LAM/MPI logo

LAM/MPI General User's Mailing List Archives

  |   Home   |   Download   |   Documentation   |   FAQ   |   all just in this list

From: FARKAS Zoltan (zfarkas_at_[hidden])
Date: 2004-11-17 13:21:11


   Hello!

1. I'm configuring lam with the following command:
$ configure --prefix=/home/zfarkas/lam-7.1.1 --with-rsh=/usr/bin/ssh
--with-rpi=crtcp --without-fc --with-cr=self
I compile a simple MPI application with mpicc, and run it with:
$ mpirun -v -ssi ssi_verbose 100 -ssi cr self -ssi cr_verbose 100 C
./hello 100
15856 ./hello running on n0 (o)
n0<15855> ssi:crlam:module "none" explicitly requested.
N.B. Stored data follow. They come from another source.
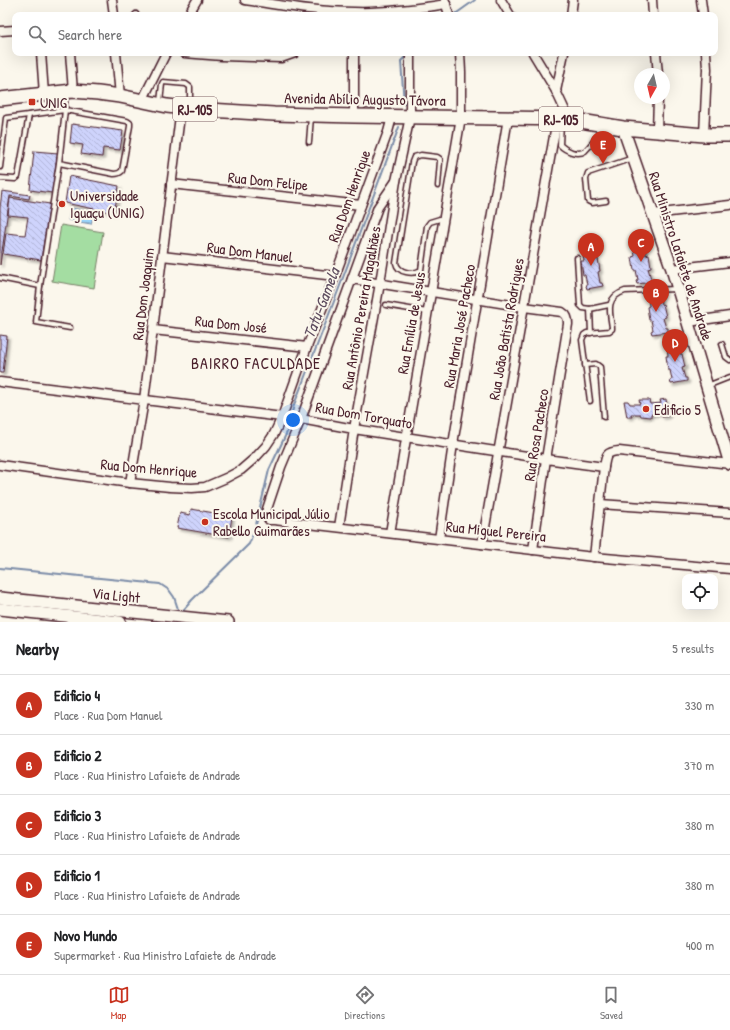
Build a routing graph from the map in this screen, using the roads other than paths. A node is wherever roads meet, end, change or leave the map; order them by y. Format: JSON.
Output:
{"nodes":[{"id":1,"x":112,"y":0,"type":"edge"},
{"id":2,"x":197,"y":0,"type":"edge"},
{"id":3,"x":245,"y":0,"type":"edge"},
{"id":4,"x":573,"y":0,"type":"edge"},
{"id":5,"x":652,"y":0,"type":"edge"},
{"id":6,"x":701,"y":0,"type":"edge"},
{"id":7,"x":504,"y":2,"type":"edge"},
{"id":8,"x":447,"y":8,"type":"edge"},
{"id":9,"x":114,"y":12,"type":"edge"},
{"id":10,"x":190,"y":12,"type":"edge"},
{"id":11,"x":304,"y":12,"type":"edge"},
{"id":12,"x":408,"y":12,"type":"edge"},
{"id":13,"x":509,"y":12,"type":"edge"},
{"id":14,"x":571,"y":12,"type":"edge"},
{"id":15,"x":653,"y":12,"type":"edge"},
{"id":16,"x":703,"y":12,"type":"edge"},
{"id":17,"x":12,"y":30,"type":"edge"},
{"id":18,"x":0,"y":31,"type":"edge"},
{"id":19,"x":41,"y":56,"type":"edge"},
{"id":20,"x":70,"y":56,"type":"edge"},
{"id":21,"x":116,"y":56,"type":"edge"},
{"id":22,"x":164,"y":56,"type":"edge"},
{"id":23,"x":222,"y":56,"type":"edge"},
{"id":24,"x":287,"y":56,"type":"edge"},
{"id":25,"x":354,"y":56,"type":"edge"},
{"id":26,"x":410,"y":56,"type":"edge"},
{"id":27,"x":460,"y":56,"type":"edge"},
{"id":28,"x":535,"y":56,"type":"edge"},
{"id":29,"x":563,"y":56,"type":"edge"},
{"id":30,"x":656,"y":56,"type":"edge"},
{"id":31,"x":706,"y":56,"type":"edge"},
{"id":32,"x":657,"y":68,"type":"edge"},
{"id":33,"x":556,"y":91,"type":"junction"},
{"id":34,"x":69,"y":92,"type":"junction"},
{"id":35,"x":44,"y":94,"type":"junction"},
{"id":36,"x":120,"y":96,"type":"junction"},
{"id":37,"x":0,"y":99,"type":"edge"},
{"id":38,"x":142,"y":101,"type":"junction"},
{"id":39,"x":658,"y":104,"type":"edge"},
{"id":40,"x":159,"y":105,"type":"junction"},
{"id":41,"x":186,"y":108,"type":"junction"},
{"id":42,"x":65,"y":110,"type":"junction"},
{"id":43,"x":29,"y":115,"type":"junction"},
{"id":44,"x":311,"y":115,"type":"junction"},
{"id":45,"x":354,"y":116,"type":"junction"},
{"id":46,"x":392,"y":117,"type":"junction"},
{"id":47,"x":410,"y":117,"type":"junction"},
{"id":48,"x":461,"y":117,"type":"junction"},
{"id":49,"x":6,"y":118,"type":"junction"},
{"id":50,"x":508,"y":118,"type":"junction"},
{"id":51,"x":562,"y":119,"type":"junction"},
{"id":52,"x":0,"y":120,"type":"edge"},
{"id":53,"x":608,"y":125,"type":"junction"},
{"id":54,"x":623,"y":128,"type":"junction"},
{"id":55,"x":657,"y":131,"type":"junction"},
{"id":56,"x":704,"y":135,"type":"junction"},
{"id":57,"x":730,"y":135,"type":"edge"},
{"id":58,"x":309,"y":142,"type":"dead end"},
{"id":59,"x":634,"y":158,"type":"junction"},
{"id":60,"x":59,"y":163,"type":"junction"},
{"id":61,"x":0,"y":168,"type":"edge"},
{"id":62,"x":0,"y":178,"type":"edge"},
{"id":63,"x":396,"y":181,"type":"junction"},
{"id":64,"x":171,"y":184,"type":"junction"},
{"id":65,"x":438,"y":186,"type":"dead end"},
{"id":66,"x":606,"y":201,"type":"dead end"},
{"id":67,"x":361,"y":205,"type":"junction"},
{"id":68,"x":730,"y":205,"type":"edge"},
{"id":69,"x":653,"y":214,"type":"junction"},
{"id":70,"x":443,"y":218,"type":"junction"},
{"id":71,"x":162,"y":256,"type":"junction"},
{"id":72,"x":577,"y":258,"type":"dead end"},
{"id":73,"x":730,"y":262,"type":"edge"},
{"id":74,"x":672,"y":269,"type":"junction"},
{"id":75,"x":335,"y":276,"type":"junction"},
{"id":76,"x":0,"y":278,"type":"edge"},
{"id":77,"x":352,"y":279,"type":"junction"},
{"id":78,"x":380,"y":283,"type":"junction"},
{"id":79,"x":40,"y":286,"type":"junction"},
{"id":80,"x":678,"y":289,"type":"junction"},
{"id":81,"x":431,"y":291,"type":"junction"},
{"id":82,"x":478,"y":299,"type":"junction"},
{"id":83,"x":386,"y":305,"type":"dead end"},
{"id":84,"x":610,"y":305,"type":"junction"},
{"id":85,"x":524,"y":307,"type":"junction"},
{"id":86,"x":590,"y":309,"type":"junction"},
{"id":87,"x":427,"y":312,"type":"junction"},
{"id":88,"x":730,"y":316,"type":"edge"},
{"id":89,"x":688,"y":322,"type":"junction"},
{"id":90,"x":70,"y":328,"type":"dead end"},
{"id":91,"x":153,"y":330,"type":"junction"},
{"id":92,"x":591,"y":332,"type":"junction"},
{"id":93,"x":722,"y":344,"type":"dead end"},
{"id":94,"x":307,"y":347,"type":"junction"},
{"id":95,"x":730,"y":360,"type":"edge"},
{"id":96,"x":585,"y":365,"type":"junction"},
{"id":97,"x":730,"y":377,"type":"edge"},
{"id":98,"x":0,"y":382,"type":"edge"},
{"id":99,"x":707,"y":387,"type":"junction"},
{"id":100,"x":144,"y":400,"type":"junction"},
{"id":101,"x":590,"y":401,"type":"dead end"},
{"id":102,"x":284,"y":417,"type":"junction"},
{"id":103,"x":604,"y":417,"type":"dead end"},
{"id":104,"x":298,"y":418,"type":"junction"},
{"id":105,"x":354,"y":429,"type":"junction"},
{"id":106,"x":406,"y":437,"type":"junction"},
{"id":107,"x":453,"y":444,"type":"junction"},
{"id":108,"x":498,"y":451,"type":"junction"},
{"id":109,"x":546,"y":459,"type":"junction"},
{"id":110,"x":730,"y":464,"type":"edge"},
{"id":111,"x":0,"y":465,"type":"edge"},
{"id":112,"x":604,"y":467,"type":"junction"},
{"id":113,"x":130,"y":483,"type":"junction"},
{"id":114,"x":600,"y":504,"type":"junction"},
{"id":115,"x":730,"y":513,"type":"edge"},
{"id":116,"x":338,"y":528,"type":"junction"},
{"id":117,"x":390,"y":533,"type":"junction"},
{"id":118,"x":439,"y":539,"type":"junction"},
{"id":119,"x":482,"y":544,"type":"junction"},
{"id":120,"x":533,"y":550,"type":"junction"},
{"id":121,"x":594,"y":557,"type":"junction"},
{"id":122,"x":730,"y":569,"type":"edge"},
{"id":123,"x":0,"y":598,"type":"edge"},
{"id":124,"x":0,"y":609,"type":"edge"},
{"id":125,"x":120,"y":622,"type":"edge"},
{"id":126,"x":228,"y":622,"type":"edge"}],
"edges":[{"from":1,"to":9,"type":"street"},
{"from":2,"to":10,"type":"street"},
{"from":3,"to":11,"type":"street"},
{"from":4,"to":14,"type":"street"},
{"from":5,"to":15,"type":"street"},
{"from":6,"to":16,"type":"street"},
{"from":7,"to":13,"type":"street"},
{"from":8,"to":12,"type":"street"},
{"from":17,"to":18,"type":"street"},
{"from":19,"to":35,"type":"street"},
{"from":20,"to":34,"type":"street"},
{"from":21,"to":36,"type":"street"},
{"from":22,"to":38,"type":"street"},
{"from":23,"to":24,"type":"street"},
{"from":25,"to":45,"type":"street"},
{"from":26,"to":47,"type":"street","name":"Rua Antônio Pereira Magalhães"},
{"from":27,"to":48,"type":"street","name":"Rua Emília de Jesus"},
{"from":28,"to":33,"type":"street"},
{"from":29,"to":33,"type":"street"},
{"from":30,"to":32,"type":"street"},
{"from":31,"to":56,"type":"street"},
{"from":33,"to":51,"type":"street"},
{"from":34,"to":35,"type":"main road","name":"Avenida Abílio Augusto Távora","number":"RJ-105"},
{"from":34,"to":36,"type":"main road","name":"Avenida Abílio Augusto Távora","number":"RJ-105"},
{"from":34,"to":42,"type":"lane"},
{"from":35,"to":37,"type":"main road","name":"Avenida Abílio Augusto Távora","number":"RJ-105"},
{"from":36,"to":38,"type":"main road","name":"Avenida Abílio Augusto Távora","number":"RJ-105"},
{"from":38,"to":40,"type":"main road","name":"Avenida Abílio Augusto Távora","number":"RJ-105"},
{"from":39,"to":55,"type":"street"},
{"from":40,"to":41,"type":"main road","name":"Avenida Abílio Augusto Távora","number":"RJ-105"},
{"from":40,"to":41,"type":"lane"},
{"from":41,"to":44,"type":"main road","name":"Avenida Abílio Augusto Távora","number":"RJ-105"},
{"from":41,"to":64,"type":"street","name":"Rua Dom Joaquim"},
{"from":42,"to":43,"type":"lane"},
{"from":42,"to":60,"type":"lane"},
{"from":42,"to":60,"type":"lane"},
{"from":43,"to":49,"type":"lane"},
{"from":43,"to":62,"type":"lane"},
{"from":44,"to":45,"type":"main road","name":"Avenida Abílio Augusto Távora","number":"RJ-105"},
{"from":44,"to":58,"type":"lane"},
{"from":45,"to":46,"type":"main road","name":"Avenida Abílio Augusto Távora","number":"RJ-105"},
{"from":46,"to":47,"type":"main road","name":"Avenida Abílio Augusto Távora","number":"RJ-105"},
{"from":46,"to":67,"type":"street","name":"Rua Dom Henrique"},
{"from":47,"to":48,"type":"main road","name":"Avenida Abílio Augusto Távora","number":"RJ-105"},
{"from":47,"to":63,"type":"street","name":"Rua Antônio Pereira Magalhães"},
{"from":48,"to":50,"type":"main road","name":"Avenida Abílio Augusto Távora","number":"RJ-105"},
{"from":48,"to":70,"type":"street","name":"Rua Emília de Jesus"},
{"from":49,"to":52,"type":"lane"},
{"from":49,"to":61,"type":"lane"},
{"from":50,"to":51,"type":"main road","name":"Avenida Abílio Augusto Távora","number":"RJ-105"},
{"from":50,"to":82,"type":"street","name":"Rua Maria José Pacheco"},
{"from":51,"to":53,"type":"main road","name":"Avenida Abílio Augusto Távora","number":"RJ-105"},
{"from":51,"to":53,"type":"lane"},
{"from":51,"to":85,"type":"street","name":"Rua João Batista Rodrigues"},
{"from":53,"to":54,"type":"main road","name":"Avenida Abílio Augusto Távora","number":"RJ-105"},
{"from":54,"to":55,"type":"main road","name":"Avenida Abílio Augusto Távora","number":"RJ-105"},
{"from":54,"to":59,"type":"street","name":"Rua Ministro Lafaiete de Andrade"},
{"from":55,"to":56,"type":"main road","name":"Avenida Abílio Augusto Távora","number":"RJ-105"},
{"from":56,"to":57,"type":"main road","name":"Avenida Abílio Augusto Távora","number":"RJ-105"},
{"from":59,"to":66,"type":"lane"},
{"from":59,"to":69,"type":"street","name":"Rua Ministro Lafaiete de Andrade"},
{"from":60,"to":79,"type":"lane"},
{"from":63,"to":77,"type":"street"},
{"from":63,"to":78,"type":"street","name":"Rua Antônio Pereira Magalhães"},
{"from":64,"to":67,"type":"street","name":"Rua Dom Felipe"},
{"from":64,"to":71,"type":"street","name":"Rua Dom Joaquim"},
{"from":65,"to":70,"type":"lane"},
{"from":67,"to":75,"type":"street","name":"Rua Dom Henrique"},
{"from":68,"to":69,"type":"street"},
{"from":69,"to":74,"type":"street","name":"Rua Ministro Lafaiete de Andrade"},
{"from":70,"to":81,"type":"street","name":"Rua Emília de Jesus"},
{"from":71,"to":75,"type":"street","name":"Rua Dom Manuel"},
{"from":71,"to":91,"type":"street","name":"Rua Dom Joaquim"},
{"from":72,"to":86,"type":"lane"},
{"from":73,"to":74,"type":"street"},
{"from":74,"to":80,"type":"street","name":"Rua Ministro Lafaiete de Andrade"},
{"from":75,"to":94,"type":"street","name":"Rua Dom Henrique"},
{"from":76,"to":79,"type":"lane"},
{"from":77,"to":78,"type":"street"},
{"from":77,"to":104,"type":"street"},
{"from":78,"to":81,"type":"street"},
{"from":78,"to":105,"type":"street","name":"Rua Antônio Pereira Magalhães"},
{"from":79,"to":90,"type":"lane"},
{"from":80,"to":84,"type":"lane"},
{"from":80,"to":89,"type":"street","name":"Rua Ministro Lafaiete de Andrade"},
{"from":81,"to":82,"type":"street"},
{"from":81,"to":87,"type":"street","name":"Rua Emília de Jesus"},
{"from":82,"to":85,"type":"street"},
{"from":82,"to":107,"type":"street","name":"Rua Maria José Pacheco"},
{"from":83,"to":87,"type":"lane"},
{"from":84,"to":86,"type":"lane"},
{"from":84,"to":92,"type":"lane"},
{"from":85,"to":108,"type":"street","name":"Rua João Batista Rodrigues"},
{"from":85,"to":109,"type":"street","name":"Rua Rosa Pacheco"},
{"from":86,"to":92,"type":"lane"},
{"from":87,"to":106,"type":"street","name":"Rua Emília de Jesus"},
{"from":88,"to":89,"type":"street"},
{"from":89,"to":99,"type":"street","name":"Rua Ministro Lafaiete de Andrade"},
{"from":91,"to":94,"type":"street","name":"Rua Dom José"},
{"from":91,"to":100,"type":"street","name":"Rua Dom Joaquim"},
{"from":92,"to":96,"type":"lane"},
{"from":93,"to":95,"type":"lane"},
{"from":94,"to":102,"type":"street","name":"Rua Dom Henrique"},
{"from":96,"to":101,"type":"lane"},
{"from":96,"to":103,"type":"lane"},
{"from":97,"to":99,"type":"lane"},
{"from":98,"to":100,"type":"street","name":"Rua Dom Torquato"},
{"from":99,"to":110,"type":"street","name":"Rua Ministro Lafaiete de Andrade"},
{"from":100,"to":102,"type":"street","name":"Rua Dom Torquato"},
{"from":100,"to":113,"type":"street","name":"Rua Dom Joaquim"},
{"from":102,"to":104,"type":"street","name":"Rua Dom Torquato"},
{"from":102,"to":113,"type":"street","name":"Rua Dom Henrique"},
{"from":104,"to":105,"type":"street","name":"Rua Dom Torquato"},
{"from":104,"to":116,"type":"street","name":"Rua Miguel Pereira"},
{"from":105,"to":106,"type":"street","name":"Rua Dom Torquato"},
{"from":105,"to":116,"type":"street","name":"Rua Antônio Pereira Magalhães"},
{"from":106,"to":107,"type":"street","name":"Rua Dom Torquato"},
{"from":106,"to":117,"type":"street","name":"Rua Emília de Jesus"},
{"from":107,"to":108,"type":"street","name":"Rua Dom Torquato"},
{"from":107,"to":118,"type":"street","name":"Rua Maria José Pacheco"},
{"from":108,"to":109,"type":"street","name":"Rua Dom Torquato"},
{"from":108,"to":119,"type":"street","name":"Rua João Batista Rodrigues"},
{"from":109,"to":112,"type":"street","name":"Rua Dom Torquato"},
{"from":109,"to":120,"type":"street","name":"Rua Rosa Pacheco"},
{"from":110,"to":112,"type":"street"},
{"from":111,"to":113,"type":"street","name":"Rua Dom Henrique"},
{"from":112,"to":114,"type":"street"},
{"from":114,"to":115,"type":"street"},
{"from":114,"to":121,"type":"street"},
{"from":116,"to":117,"type":"street","name":"Rua Miguel Pereira"},
{"from":117,"to":118,"type":"street","name":"Rua Miguel Pereira"},
{"from":118,"to":119,"type":"street","name":"Rua Miguel Pereira"},
{"from":119,"to":120,"type":"street","name":"Rua Miguel Pereira"},
{"from":120,"to":121,"type":"street","name":"Rua Miguel Pereira"},
{"from":121,"to":122,"type":"street","name":"Rua Miguel Pereira"},
{"from":123,"to":126,"type":"street","name":"Via Light"},
{"from":124,"to":125,"type":"street","name":"Via Light"}]}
Disabling cr support
n0<15856> ssi:crmpi: CR support enabled (self)
Hello, world! I am 0 of 1
0
1
2
3
...

The explicitly requested module "none" seems strange to me. The command
$ lamcheckpoint -ssi cr self -pid <pid_of_mpirun>
simply kills mpirun with SIGUSR1.
I've modified otb/mpirun/mpirun.c, the second parameter of
lam_ssi_crlam_base_open if now "self" instead of cr_module. After I
recompile LAM and try to run the application I get (during the execution
I issue a 'lamcheckpoint -ssi cr self -pid <pid_of_mpirun>'):
$ mpirun -v -ssi ssi_verbose 100 -ssi cr self -ssi cr_verbose 100 C
./hello 100
23984 ./hello running on n0 (o)
n0<23984> ssi:crmpi: CR support enabled (self)
Hello, world! I am 0 of 1
0
1
2
3
nside CRLAM's *signal* handler
Done making the appschema
# -v -ssi ssi_verbose 100 -ssi cr self -ssi cr_verbose 100 C ./hello 100
n0 cr_self_restart /home/zfarkas/context.0-n0-23984

4
5
6
...

So it seems to be ok. My question is the following: is it possible to
tell mpirun to use the "self" module? The code seems a bit confusing for me.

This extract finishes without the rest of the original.